§ **TASK DETAILS**
Scan the records for the word "Include". Return each line where it is found.

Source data
Content starts

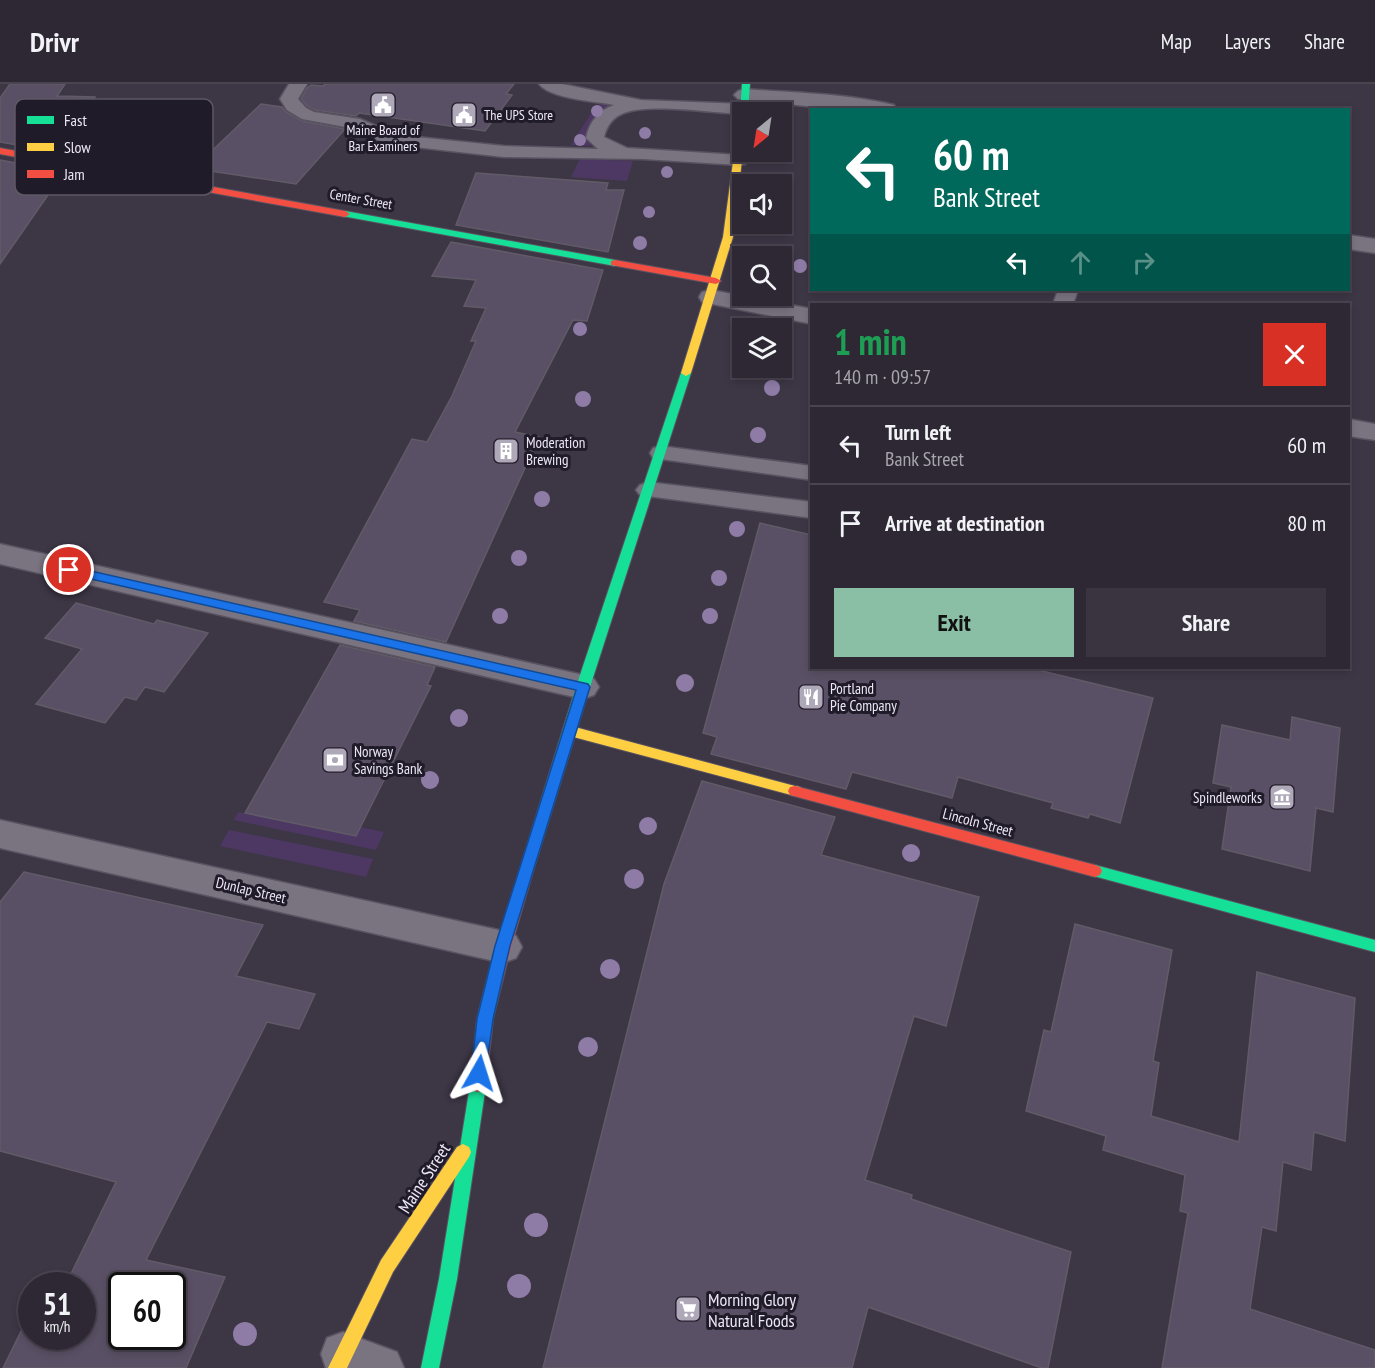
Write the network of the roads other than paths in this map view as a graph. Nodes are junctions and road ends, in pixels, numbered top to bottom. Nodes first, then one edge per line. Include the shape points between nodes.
1 (298, 84) edge
2 (548, 84) edge
3 (792, 104) edge
4 (651, 105) junction
5 (732, 105) edge
6 (874, 108) edge
7 (0, 151) edge
8 (15, 154) edge
9 (639, 155) junction
10 (732, 160) edge
11 (739, 162) edge
12 (213, 192) edge
13 (1350, 242) edge
14 (1375, 246) edge
15 (713, 289) junction
16 (810, 316) edge
17 (1350, 427) edge
18 (1375, 432) edge
19 (661, 453) junction
20 (810, 472) edge
21 (648, 490) junction
22 (810, 510) edge
23 (0, 554) edge
24 (584, 687) junction
25 (572, 731) junction
26 (0, 834) edge
27 (503, 946) junction
28 (1375, 946) edge
29 (468, 1145) junction
30 (353, 1363) edge
31 (430, 1368) edge

1 - 9 lane via 289,99 292,108 306,115 371,128 383,137 458,149
2 - 4 lane via 564,91
3 - 6 street via 844,103
4 - 5 lane
4 - 9 lane via 622,108 597,127 595,138 600,143 612,150
7 - 8 main road, Center Street
9 - 10 lane
11 - 15 main road via 728,237
12 - 15 main road, Center Street
13 - 14 street
15 - 16 street
15 - 19 main road
17 - 18 street
19 - 20 lane
19 - 21 main road
21 - 22 lane
21 - 24 main road
23 - 24 street
24 - 25 main road
25 - 27 main road
25 - 28 main road, Lincoln Street
26 - 27 street, Dunlap Street
27 - 29 main road via 485,1019
29 - 30 main road, Maine Street via 387,1266
29 - 31 main road, Maine Street

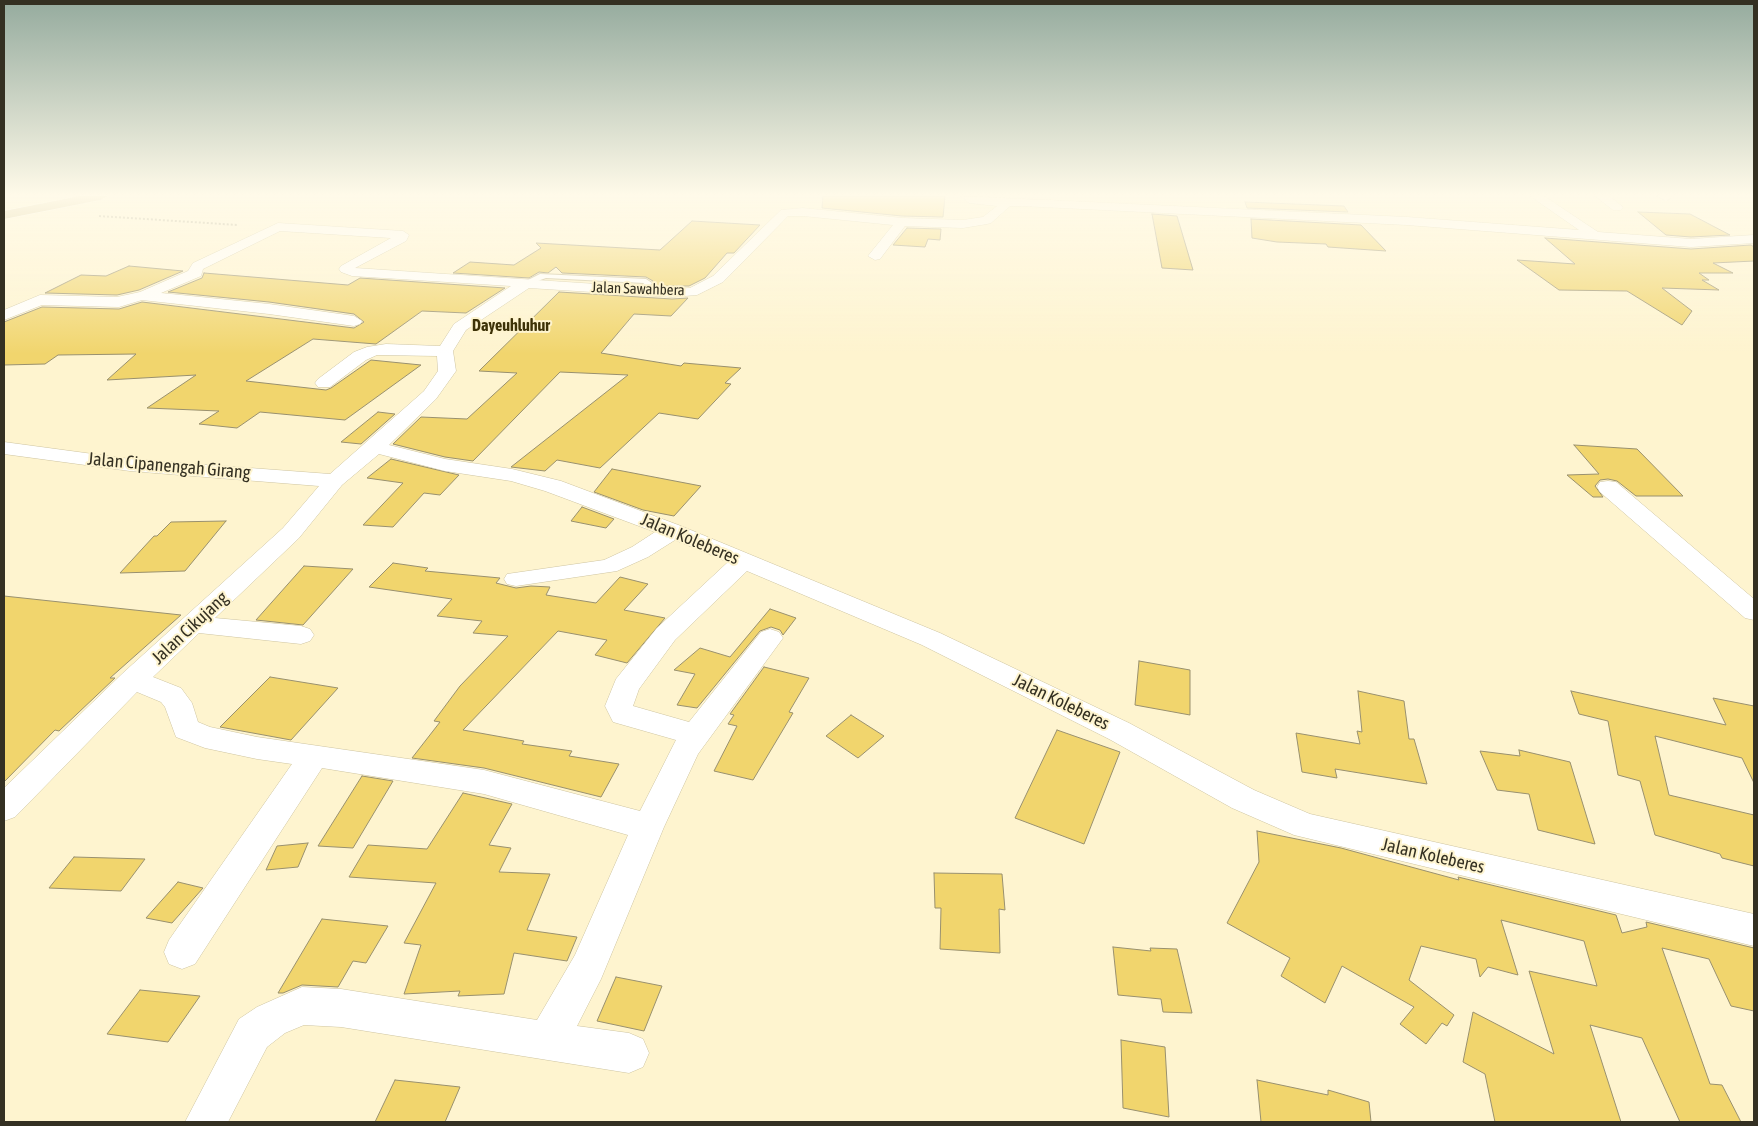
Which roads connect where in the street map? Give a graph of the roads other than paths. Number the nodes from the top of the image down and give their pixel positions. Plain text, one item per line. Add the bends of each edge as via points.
1 (234, 249) edge
2 (381, 249) edge
3 (749, 249) edge
4 (882, 249) edge
5 (876, 256) dead end
6 (526, 283) junction
7 (142, 296) junction
8 (4, 315) edge
9 (354, 321) dead end
10 (445, 351) junction
11 (324, 383) dead end
12 (375, 447) junction
13 (4, 448) edge
14 (335, 481) junction
15 (1608, 487) dead end
16 (673, 531) junction
17 (743, 561) junction
18 (516, 579) dead end
19 (1754, 612) edge
20 (195, 624) junction
21 (301, 635) dead end
22 (770, 638) dead end
23 (133, 680) junction
24 (695, 735) junction
25 (314, 755) junction
26 (4, 808) edge
27 (648, 827) junction
28 (1754, 930) edge
29 (182, 952) dead end
30 (547, 1041) junction
31 (629, 1054) dead end
32 (206, 1122) edge

1 - 7 street, Jalan Sawahbera via 198,266 196,272
2 - 6 street, Jalan Sawahbera via 346,269 352,272
3 - 6 street, Jalan Sawahbera via 718,280 701,289 678,293
4 - 5 street
6 - 10 street via 460,327
7 - 8 street via 120,302 40,300
7 - 9 street
10 - 11 street via 373,351 360,356
10 - 12 street via 447,371 434,390
12 - 14 street, Jalan Cikujang
12 - 16 street, Jalan Koleberes via 445,465 512,475 554,486
13 - 14 street, Jalan Cipanengah Girang via 130,464
14 - 20 street, Jalan Cikujang via 291,533
15 - 19 street
16 - 17 street, Jalan Koleberes
16 - 18 street via 640,552 608,566
17 - 24 street via 666,634 626,686 618,706 623,715
17 - 28 street, Jalan Koleberes via 932,639 1119,731 1243,799 1305,826
20 - 21 street
20 - 23 street, Jalan Cikujang
22 - 24 street
23 - 25 street via 171,695 178,703 186,729 205,737
23 - 26 street, Jalan Cikujang
24 - 27 street
25 - 27 street via 484,782
25 - 29 street
27 - 30 street via 588,967
30 - 31 street
30 - 32 street via 340,1008 302,1006 271,1020 253,1033

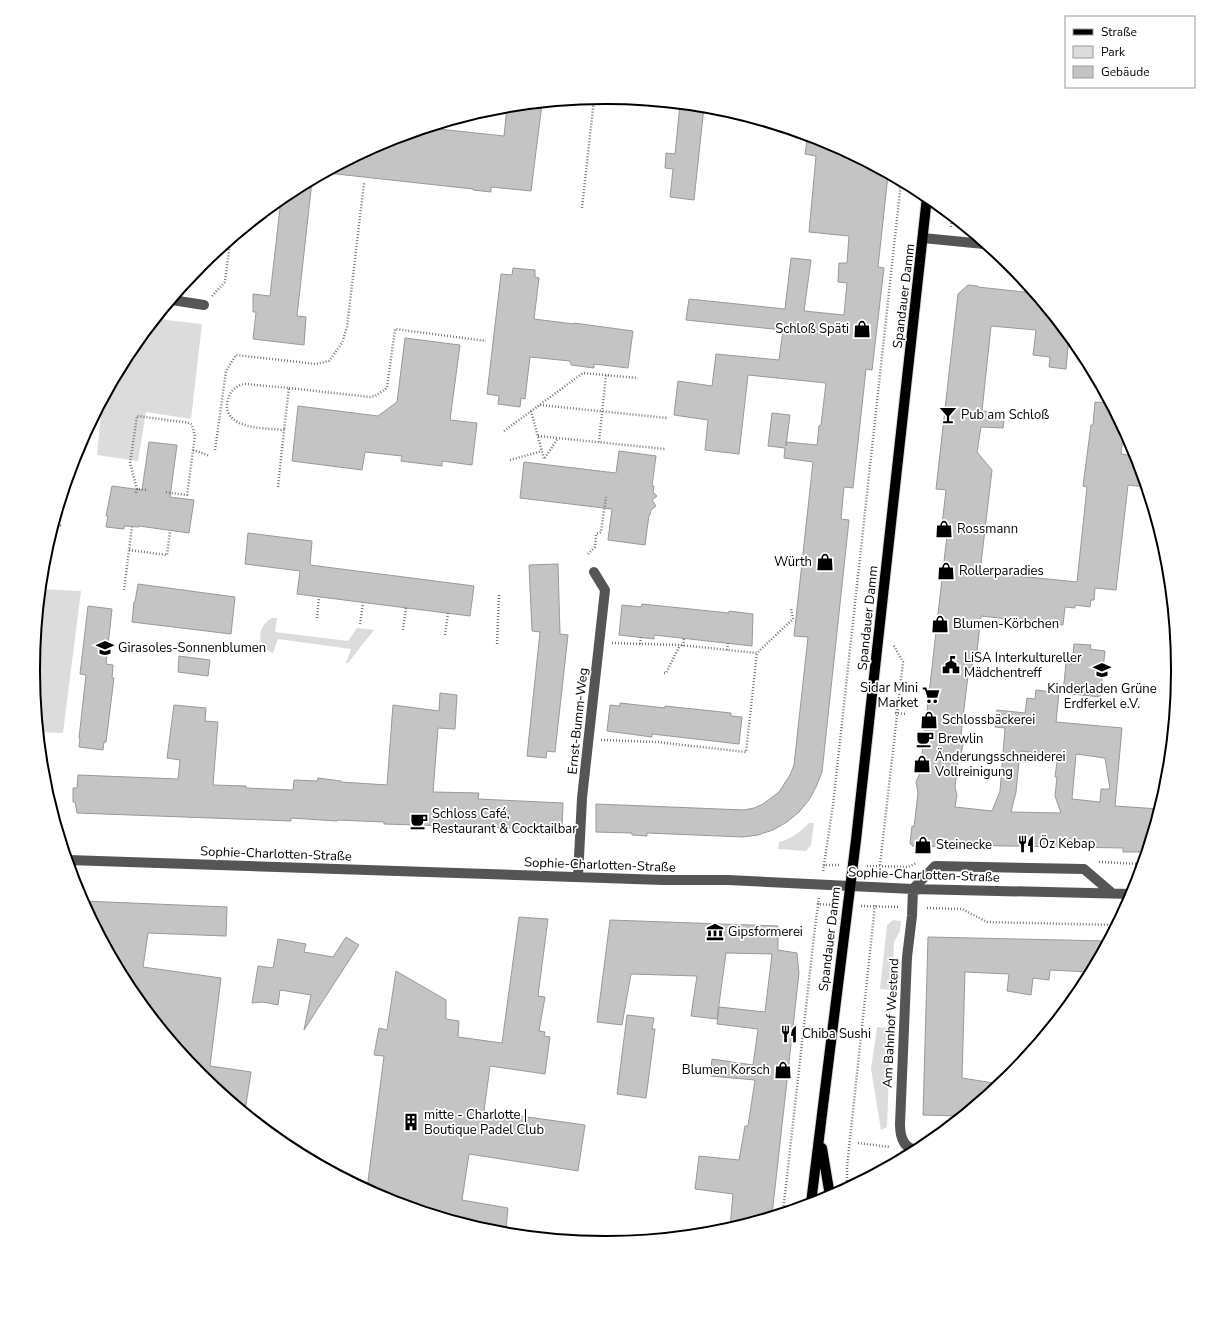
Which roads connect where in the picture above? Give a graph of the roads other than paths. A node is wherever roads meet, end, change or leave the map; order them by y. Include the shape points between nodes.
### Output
1 (926, 204) edge
2 (923, 238) junction
3 (976, 243) edge
4 (177, 301) edge
5 (204, 305) road end
6 (594, 572) dead end
7 (73, 860) edge
8 (578, 877) junction
9 (850, 885) junction
10 (913, 889) junction
11 (1112, 893) junction
12 (1125, 894) edge
13 (820, 1136) junction
14 (909, 1147) edge
15 (829, 1189) edge
16 (812, 1196) edge

1 - 2 main road, Spandauer Damm
2 - 3 street
2 - 9 main road, Spandauer Damm
4 - 5 street
6 - 8 street, Ernst-Bumm-Weg via 605,590 582,798
7 - 8 street, Sophie-Charlotten-Straße
8 - 9 street, Sophie-Charlotten-Straße
9 - 10 street, Sophie-Charlotten-Straße
9 - 13 main road, Spandauer Damm
10 - 11 street, Sophie-Charlotten-Straße
10 - 11 street via 936,866 1084,869
10 - 14 street, Am Bahnhof Westend via 907,957 900,1124 900,1135
11 - 12 street, Sophie-Charlotten-Straße
13 - 15 main road, Spandauer Damm
13 - 16 main road, Spandauer Damm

Content ends

§ **REPLY**
Write the network of the roads other than paths in this map view as a graph. Nodes are junctions and road ends, in pixels, numbered top to bottom. Nodes first, then one edge per line. Include the shape points between nodes.
Which roads connect where in the picture above? Give a graph of the roads other than paths. A node is wherever roads meet, end, change or leave the map; order them by y. Include the shape points between nodes.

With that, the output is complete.